Der Spielwarenhändler Toys „R“ Us ist für Freitag (13. Mai) als „Aktionsbetrieb” der Internet-Plattform „Arbeitsunrecht” ausgewählt worden. Auch für die Filiale Köln Marsdorf sind Aktivitäten angekündigt. Darüber hinaus will „Arbeitsunrecht“ in mindestens neun weiteren Städten über seine Internetseite lokale Gruppen und Ad-hoc-Komitees zu selbständigen und eigenverantwortlichen Aktionen im Bereich der Filialen des Spielwarenhändlers aufrufen. Betroffen sind Geschäfte in Essen, Braunschweig, Kiel, Hannover, Köln-Marsdorf, Aschaffenburg, Würselen, Schönefeld, Ludwigshafen und Heilbronn.
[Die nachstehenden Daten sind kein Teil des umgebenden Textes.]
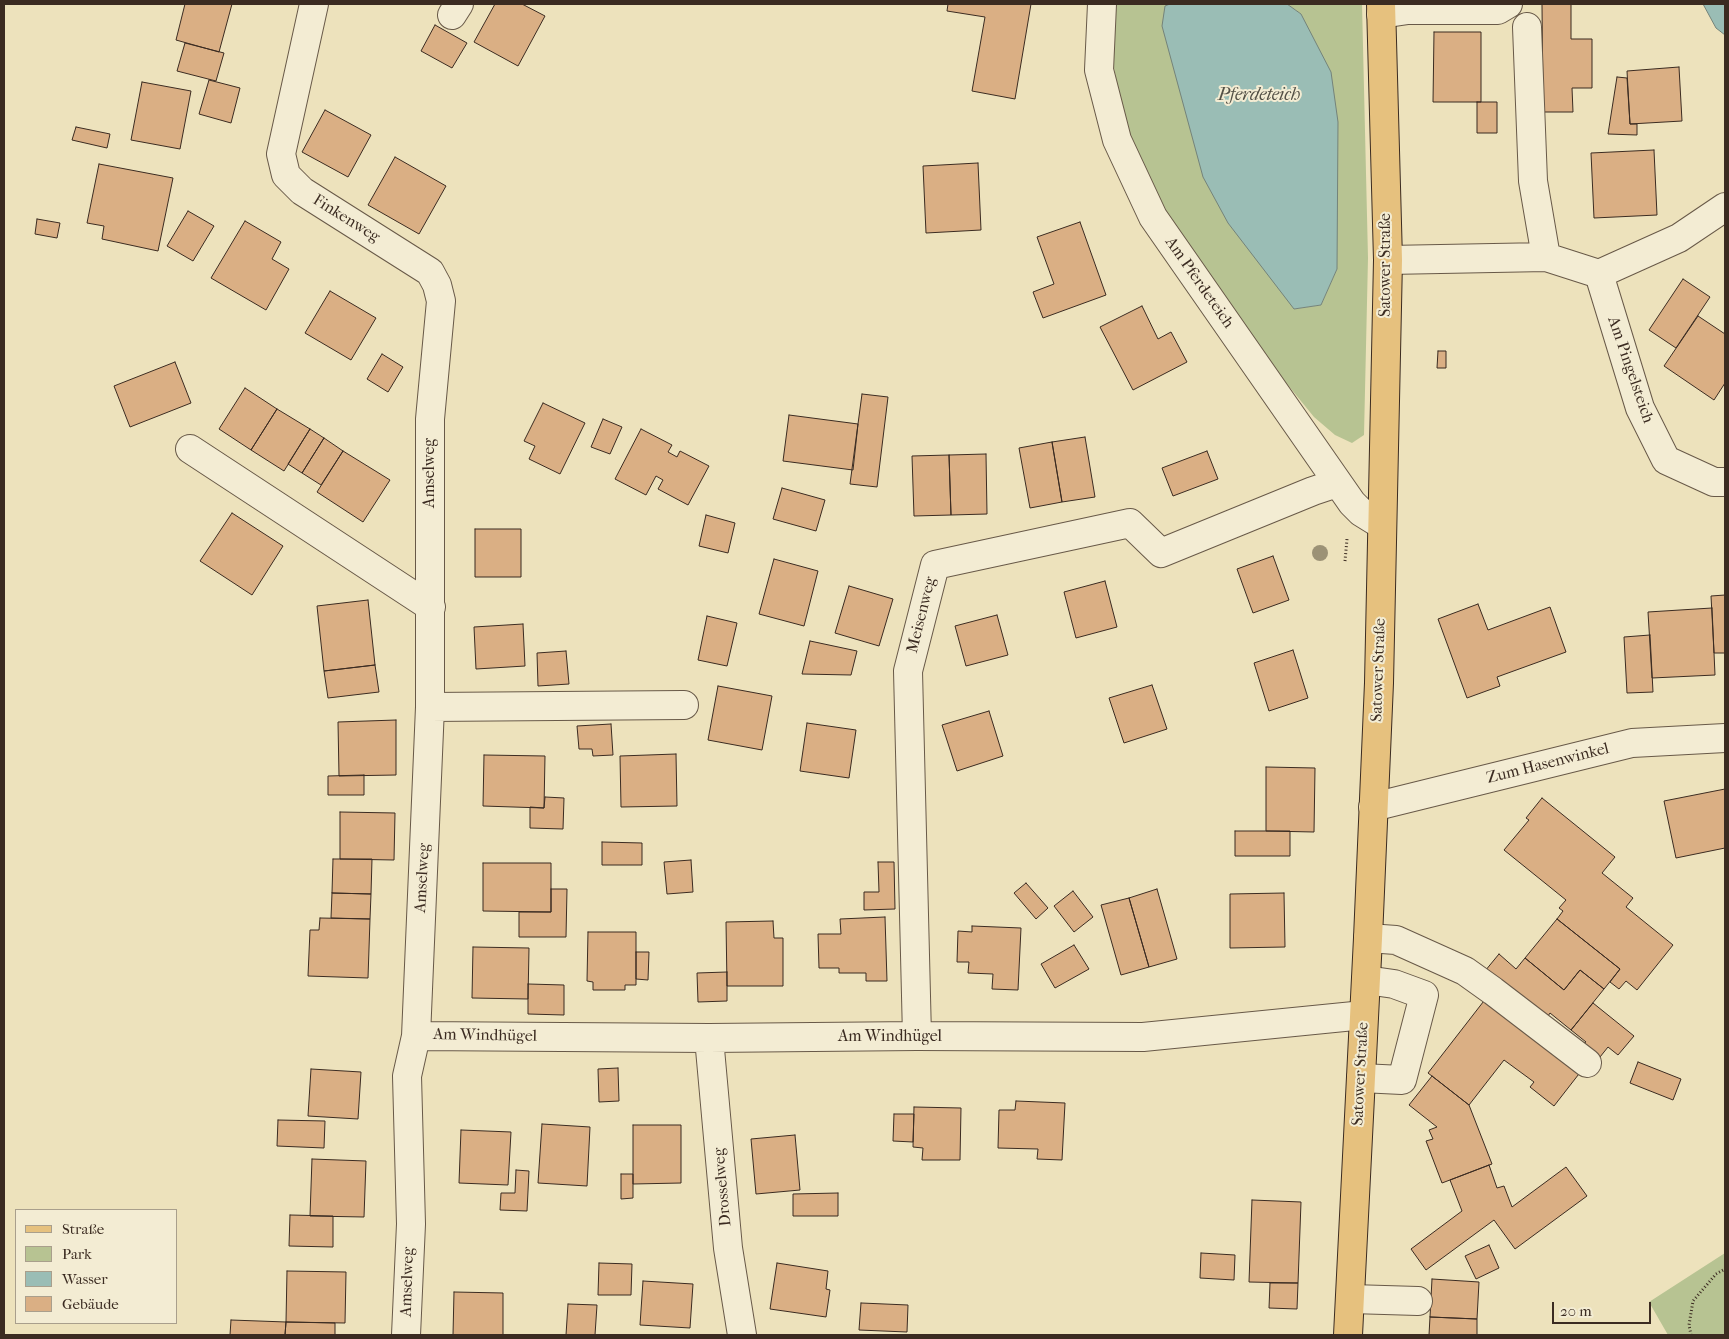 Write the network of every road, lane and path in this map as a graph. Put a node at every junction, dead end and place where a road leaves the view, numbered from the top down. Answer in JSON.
{"nodes":[{"id":1,"x":314,"y":4,"type":"edge"},
{"id":2,"x":1102,"y":4,"type":"edge"},
{"id":3,"x":1508,"y":4,"type":"edge"},
{"id":4,"x":1381,"y":9,"type":"edge"},
{"id":5,"x":1527,"y":27,"type":"dead end"},
{"id":6,"x":1725,"y":207,"type":"edge"},
{"id":7,"x":1546,"y":257,"type":"junction"},
{"id":8,"x":1388,"y":260,"type":"junction"},
{"id":9,"x":1598,"y":274,"type":"junction"},
{"id":10,"x":430,"y":419,"type":"joint"},
{"id":11,"x":190,"y":449,"type":"dead end"},
{"id":12,"x":1725,"y":482,"type":"edge"},
{"id":13,"x":1337,"y":483,"type":"junction"},
{"id":14,"x":1382,"y":525,"type":"junction"},
{"id":15,"x":1347,"y":534,"type":"dead end"},
{"id":16,"x":1345,"y":561,"type":"dead end"},
{"id":17,"x":431,"y":607,"type":"junction"},
{"id":18,"x":684,"y":705,"type":"dead end"},
{"id":19,"x":430,"y":706,"type":"junction"},
{"id":20,"x":1725,"y":738,"type":"edge"},
{"id":21,"x":1373,"y":807,"type":"junction"},
{"id":22,"x":1368,"y":938,"type":"junction"},
{"id":23,"x":1366,"y":980,"type":"junction"},
{"id":24,"x":1364,"y":1015,"type":"junction"},
{"id":25,"x":416,"y":1036,"type":"junction"},
{"id":26,"x":917,"y":1036,"type":"junction"},
{"id":27,"x":709,"y":1038,"type":"junction"},
{"id":28,"x":1587,"y":1063,"type":"dead end"},
{"id":29,"x":1361,"y":1078,"type":"junction"},
{"id":30,"x":1725,"y":1269,"type":"edge"},
{"id":31,"x":1350,"y":1299,"type":"junction"},
{"id":32,"x":1418,"y":1300,"type":"dead end"},
{"id":33,"x":406,"y":1335,"type":"edge"},
{"id":34,"x":742,"y":1335,"type":"edge"},
{"id":35,"x":1348,"y":1335,"type":"edge"},
{"id":36,"x":1691,"y":1335,"type":"edge"}],
"edges":[{"from":1,"to":10,"type":"street","name":"Finkenweg"},
{"from":2,"to":13,"type":"street","name":"Am Pferdeteich"},
{"from":3,"to":4,"type":"street"},
{"from":4,"to":8,"type":"main road","name":"Satower Straße"},
{"from":5,"to":7,"type":"street"},
{"from":6,"to":9,"type":"street"},
{"from":7,"to":8,"type":"street"},
{"from":7,"to":9,"type":"street"},
{"from":8,"to":14,"type":"main road","name":"Satower Straße"},
{"from":9,"to":12,"type":"street","name":"Am Pingelsteich"},
{"from":10,"to":17,"type":"street","name":"Amselweg"},
{"from":11,"to":17,"type":"street"},
{"from":13,"to":14,"type":"street","name":"Am Pferdeteich"},
{"from":13,"to":26,"type":"street","name":"Meisenweg"},
{"from":14,"to":21,"type":"main road","name":"Satower Straße"},
{"from":15,"to":16,"type":"path"},
{"from":17,"to":19,"type":"street","name":"Amselweg"},
{"from":18,"to":19,"type":"street"},
{"from":19,"to":25,"type":"street","name":"Amselweg"},
{"from":20,"to":21,"type":"street","name":"Zum Hasenwinkel"},
{"from":21,"to":22,"type":"main road","name":"Satower Straße"},
{"from":22,"to":23,"type":"main road","name":"Satower Straße"},
{"from":22,"to":28,"type":"street"},
{"from":23,"to":24,"type":"main road","name":"Satower Straße"},
{"from":23,"to":29,"type":"street"},
{"from":24,"to":26,"type":"street","name":"Am Windhügel"},
{"from":24,"to":29,"type":"main road","name":"Satower Straße"},
{"from":25,"to":27,"type":"street","name":"Am Windhügel"},
{"from":25,"to":33,"type":"street","name":"Amselweg"},
{"from":26,"to":27,"type":"street","name":"Am Windhügel"},
{"from":27,"to":34,"type":"street","name":"Drosselweg"},
{"from":29,"to":31,"type":"main road","name":"Satower Straße"},
{"from":30,"to":36,"type":"path"},
{"from":31,"to":32,"type":"street"},
{"from":31,"to":35,"type":"main road","name":"Satower Straße"}]}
Die Beschäftigten von Toys „R“ Us in bundesweit 20 Filialen protestieren seit Monaten gegen Arbeitgeberwillkür und verlangen die Anerkennung der regionalen Flächentarifverträge des Einzelhandels. Das Unternehmen verweigert bisher die Tarifbindung und versucht, Streiks mit der Zahlung von Prämien zu unterlaufen und den Gesamtbetriebsrat mit der Aufforderung zu betrieblichen Entgeltverhandlungen unter Druck zu setzen. Dabei handelt das Unternehmen offenbar in der Gewissheit, dass Tarifvereinbarungen mit Betriebsräten rechtlich nichtig sind und die so vereinbarten Löhne einseitig wieder gesenkt werden können.

Ziel der Aktionen am Freitag ist es, dass die Beschäftigten Solidarität von Außenstehenden erfahren. „Die Aktionen stärken Beschäftigten und Betriebsräten den Rücken. Rechtsverbindliche und faire Löhne kann man nur in einem Tarifvertrag mit der Gewerkschaft vereinbaren. Betriebsvereinbarungen sind faule Kompromisse“, erklärte der zuständige ver.di-Sekretär Benedikt Frank „Wir brauchen jetzt einen langen Atem, um gute Arbeit auch bei Toys „R“ Us durchzusetzen.“

„Ein Großteil der bundesweit rund 1.700 Beschäftigten verdient gerade einmal 8,70 Euro brutto. Diese Praxis wollen wir schleunigst beenden“, sagte Benedikt Frank Nach Einzelhandelstarif zum Beispiel von NRW müssten die Beschäftigten zwischen 10,37 und 15,15 Euro verdienen. Nicht hinnehmen will ver.di auch die vielen Verträge mit unfreiwilliger Teilzeit und die hohe Befristungsquoten von mehr als 50 Prozent bei Toys „R“ Us. Das Unternehmen betreibt bundesweit 65 Filialen.